Imagine spending a perceived hour chewing stem to then flick through your Garmin screens and see you've done 5 kms since you last checked. Also, you've done 45 km in the first 3 hours of the day and there's 150 km of nothing to your destination. The wind is so strong you can't hear the music from your headphones, there's no phone coverage, and there's only lollies to eat for the next 5 hours. It's rough.
That's what everyone faced across the Nullarbor. It's an unforgiving place. I hated the 140 km dead straight road the most. The road stretches infinitely into the distance. You pedal towards a horizon you will never reach. It goes for hours, pancake flat.
This stretch was... straight...
THE PHYSICAL
My setup was fantastically comfortable, helping my contact points weather the awfulness, but nothing can save you from pedalling constantly. Pain seems to move around your legs. Calf, thigh, ITB, Achilles, knees, they all make an appearance. You only focus on the worst though.
The chipseal roads are draining too with constant vibration pulsing through you. The relentless flat of the Nullarbor means there's no recovery either. You pedal or you coast to a stop, shockingly quickly in the constant headwinds.
There was a small rise into Eucla that hit a whopping 6% and I crawled up at 7 kph in the 34x36 ratio. I nearly cried at the top. That's what this race can do to you. I'm a climber. Not on that day.

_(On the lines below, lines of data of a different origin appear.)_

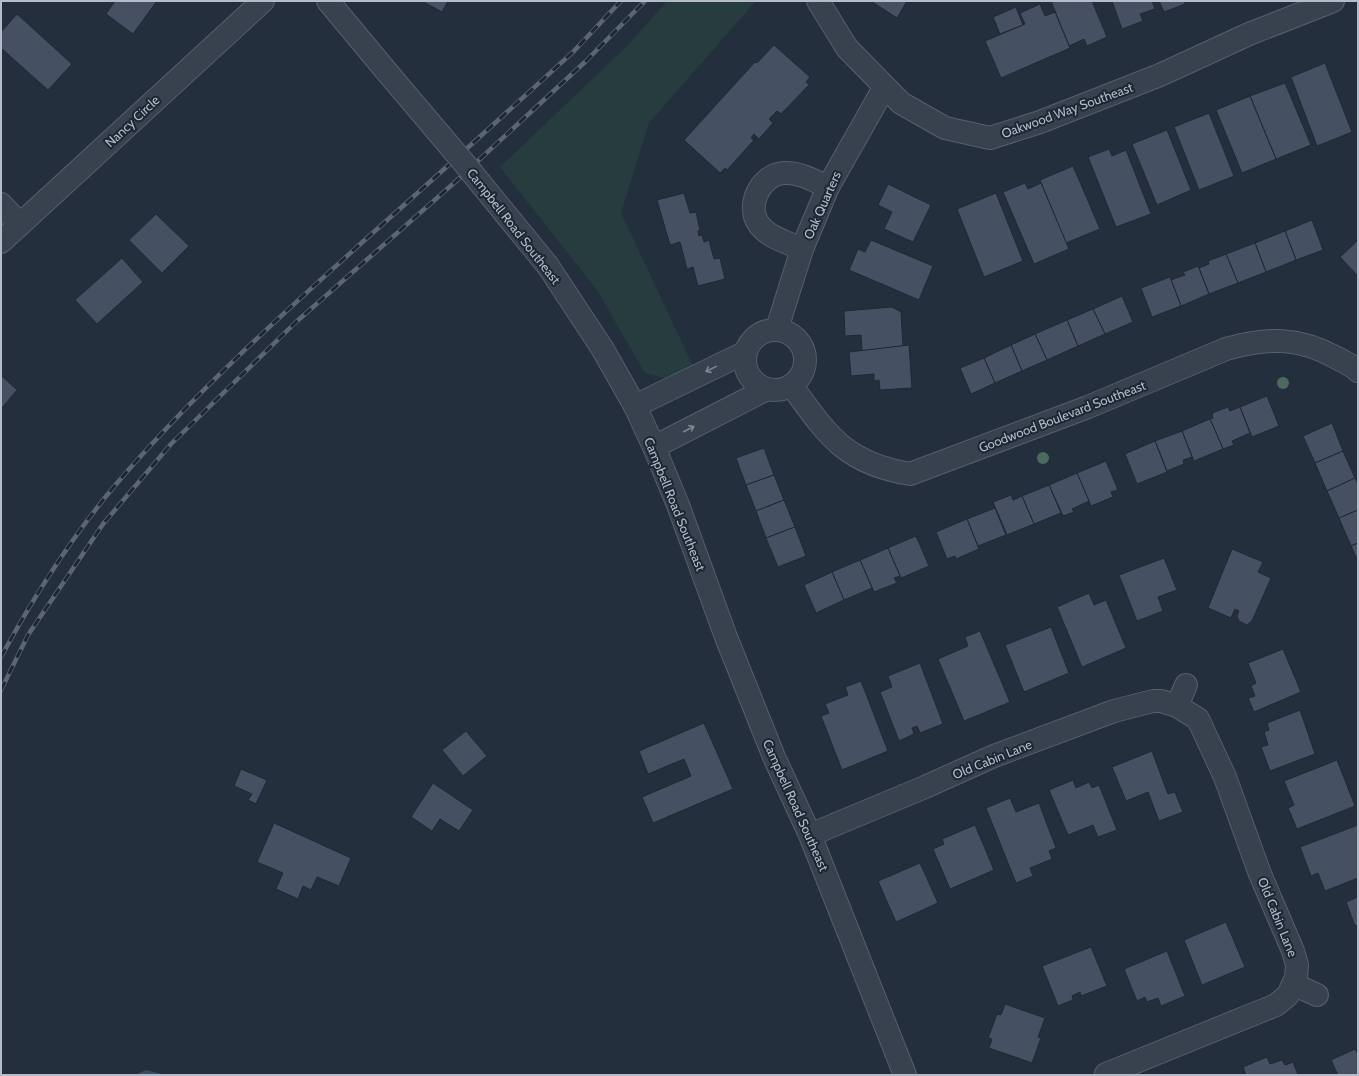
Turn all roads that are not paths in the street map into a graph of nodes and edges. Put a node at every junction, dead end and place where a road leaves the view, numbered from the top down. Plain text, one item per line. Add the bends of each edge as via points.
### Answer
1 (263, 1) edge
2 (328, 1) edge
3 (818, 1) edge
4 (1333, 1) edge
5 (884, 88) junction
6 (828, 187) junction
7 (1, 204) edge
8 (20, 224) junction
9 (1, 242) edge
10 (802, 249) junction
11 (777, 330) junction
12 (746, 352) junction
13 (1358, 371) edge
14 (792, 386) junction
15 (767, 389) junction
16 (635, 406) junction
17 (654, 447) junction
18 (1186, 685) dead end
19 (1177, 706) junction
20 (810, 835) junction
21 (1293, 984) junction
22 (1316, 995) dead end
23 (1106, 1074) dead end
24 (905, 1075) edge

1 - 8 street, Nancy Circle
2 - 16 street, Campbell Road Southeast, bridge via 548,266 602,348
3 - 5 street, Oakwood Way Southeast via 847,48
4 - 5 street, Oakwood Way Southeast via 1250,34 1160,75 1040,122 990,138 945,128 901,104
5 - 6 street, Oak Quarters
6 - 10 street, Oak Quarters
6 - 10 street via 801,176 784,173 772,176 757,194 753,206 755,218 762,228
7 - 8 street
8 - 9 street, Nancy Circle
10 - 11 street, Oak Quarters
11 - 12 street via 758,335
11 - 14 street via 788,332 797,338 806,358 800,378
12 - 15 street via 745,361 750,378
12 -> 16 street
13 - 14 street, Goodwood Boulevard Southeast via 1307,344 1287,341 1246,343 1088,407 910,474 861,460 841,447 819,423
14 - 15 street via 783,390
17 -> 15 street
16 - 17 street, Campbell Road Southeast
17 - 20 street, Campbell Road Southeast via 774,758
18 - 19 street
19 - 20 street, Old Cabin Lane via 1153,700 1114,711 994,756
19 - 21 street, Old Cabin Lane via 1198,719 1225,777 1260,874 1293,952 1297,965
20 - 24 street, Campbell Road Southeast
21 - 22 street
21 - 23 street, Old Cabin Lane via 1288,994 1276,1006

This type of racing saps your power and leaves you with aches and pains all over. You can snatch some hours of recovery in your bivvy or an expensive roadhouse motel. But your alarm is going off at 3am the next day and you have to get up, shove whatever food you have into your face and do it all again.
THE PEOPLE'S RACE
The organisation has used this incredibly appropriate moniker for the event. No one is a pro. No-one is making money, rather they're all haemorrhaging it paying for roadhouse food. There's no prize, no podium, and potentially no-one waiting at the end for them. They're sleeping in ditches, riding with saddle sores, riding with all kinds of pain, fighting the elements, and being away from home just because. Because adventure, because challenge, because competition, and because they're all partially nuts.

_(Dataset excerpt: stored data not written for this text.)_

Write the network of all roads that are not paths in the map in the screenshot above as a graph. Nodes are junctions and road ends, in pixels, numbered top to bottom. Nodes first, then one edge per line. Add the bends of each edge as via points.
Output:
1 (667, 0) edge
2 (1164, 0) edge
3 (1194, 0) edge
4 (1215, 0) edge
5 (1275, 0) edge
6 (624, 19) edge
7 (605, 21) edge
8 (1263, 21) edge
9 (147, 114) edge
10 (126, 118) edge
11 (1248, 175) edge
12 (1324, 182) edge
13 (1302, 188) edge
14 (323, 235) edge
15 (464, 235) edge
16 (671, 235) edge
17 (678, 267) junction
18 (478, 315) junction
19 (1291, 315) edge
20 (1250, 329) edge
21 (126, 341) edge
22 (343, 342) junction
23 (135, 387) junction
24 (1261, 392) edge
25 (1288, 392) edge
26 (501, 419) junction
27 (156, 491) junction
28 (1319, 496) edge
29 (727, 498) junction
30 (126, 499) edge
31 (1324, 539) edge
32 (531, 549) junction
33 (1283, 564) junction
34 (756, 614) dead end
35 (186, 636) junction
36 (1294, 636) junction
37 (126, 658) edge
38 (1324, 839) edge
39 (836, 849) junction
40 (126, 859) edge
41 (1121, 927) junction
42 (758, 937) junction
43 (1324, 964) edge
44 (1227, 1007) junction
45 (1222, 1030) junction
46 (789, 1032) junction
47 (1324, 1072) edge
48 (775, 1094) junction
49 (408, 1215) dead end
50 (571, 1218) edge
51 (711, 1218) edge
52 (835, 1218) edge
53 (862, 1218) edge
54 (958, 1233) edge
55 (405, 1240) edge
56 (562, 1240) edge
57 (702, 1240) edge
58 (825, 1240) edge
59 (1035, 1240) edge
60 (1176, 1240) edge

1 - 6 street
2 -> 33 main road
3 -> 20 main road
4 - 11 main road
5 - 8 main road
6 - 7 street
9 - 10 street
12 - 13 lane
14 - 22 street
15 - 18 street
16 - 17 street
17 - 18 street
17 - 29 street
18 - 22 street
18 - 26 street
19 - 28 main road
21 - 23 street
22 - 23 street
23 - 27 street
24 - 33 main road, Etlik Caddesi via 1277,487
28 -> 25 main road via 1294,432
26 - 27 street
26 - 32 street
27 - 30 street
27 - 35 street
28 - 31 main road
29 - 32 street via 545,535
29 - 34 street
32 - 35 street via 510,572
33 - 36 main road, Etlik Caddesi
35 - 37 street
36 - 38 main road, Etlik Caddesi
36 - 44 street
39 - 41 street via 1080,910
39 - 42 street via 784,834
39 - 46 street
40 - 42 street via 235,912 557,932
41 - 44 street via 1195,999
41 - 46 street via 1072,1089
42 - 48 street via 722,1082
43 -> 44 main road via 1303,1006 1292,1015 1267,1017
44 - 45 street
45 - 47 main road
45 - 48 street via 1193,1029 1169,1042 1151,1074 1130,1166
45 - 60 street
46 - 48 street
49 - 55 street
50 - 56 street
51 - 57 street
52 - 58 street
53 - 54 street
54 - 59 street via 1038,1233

I still love this filthy, heavy bastard.
REGRETS
Right now I don't regret withdrawing. My mental condition, physical issues, and what I had ahead of me was enough to break my will to go on. I didn't have the grit. At this stage I won't be lining up for future Indy Pacs either. This format beat me and has beaten a lot of others. I failed to achieve what I wanted and now I have to come to terms with that.
I'd like to thank everyone who supported me with messages, kind words, and encouragement. I'll be back on the bike soon once my knees recover to see every person who rolls through Adelaide. They're all heroes to me because I know what they've been through was too much for me. For now, dot watching will have to do.
On the plus side, I have some great product reviews to write!
As always, BIG BIG thanks to Cycle Closet for supporting me in this endeavour.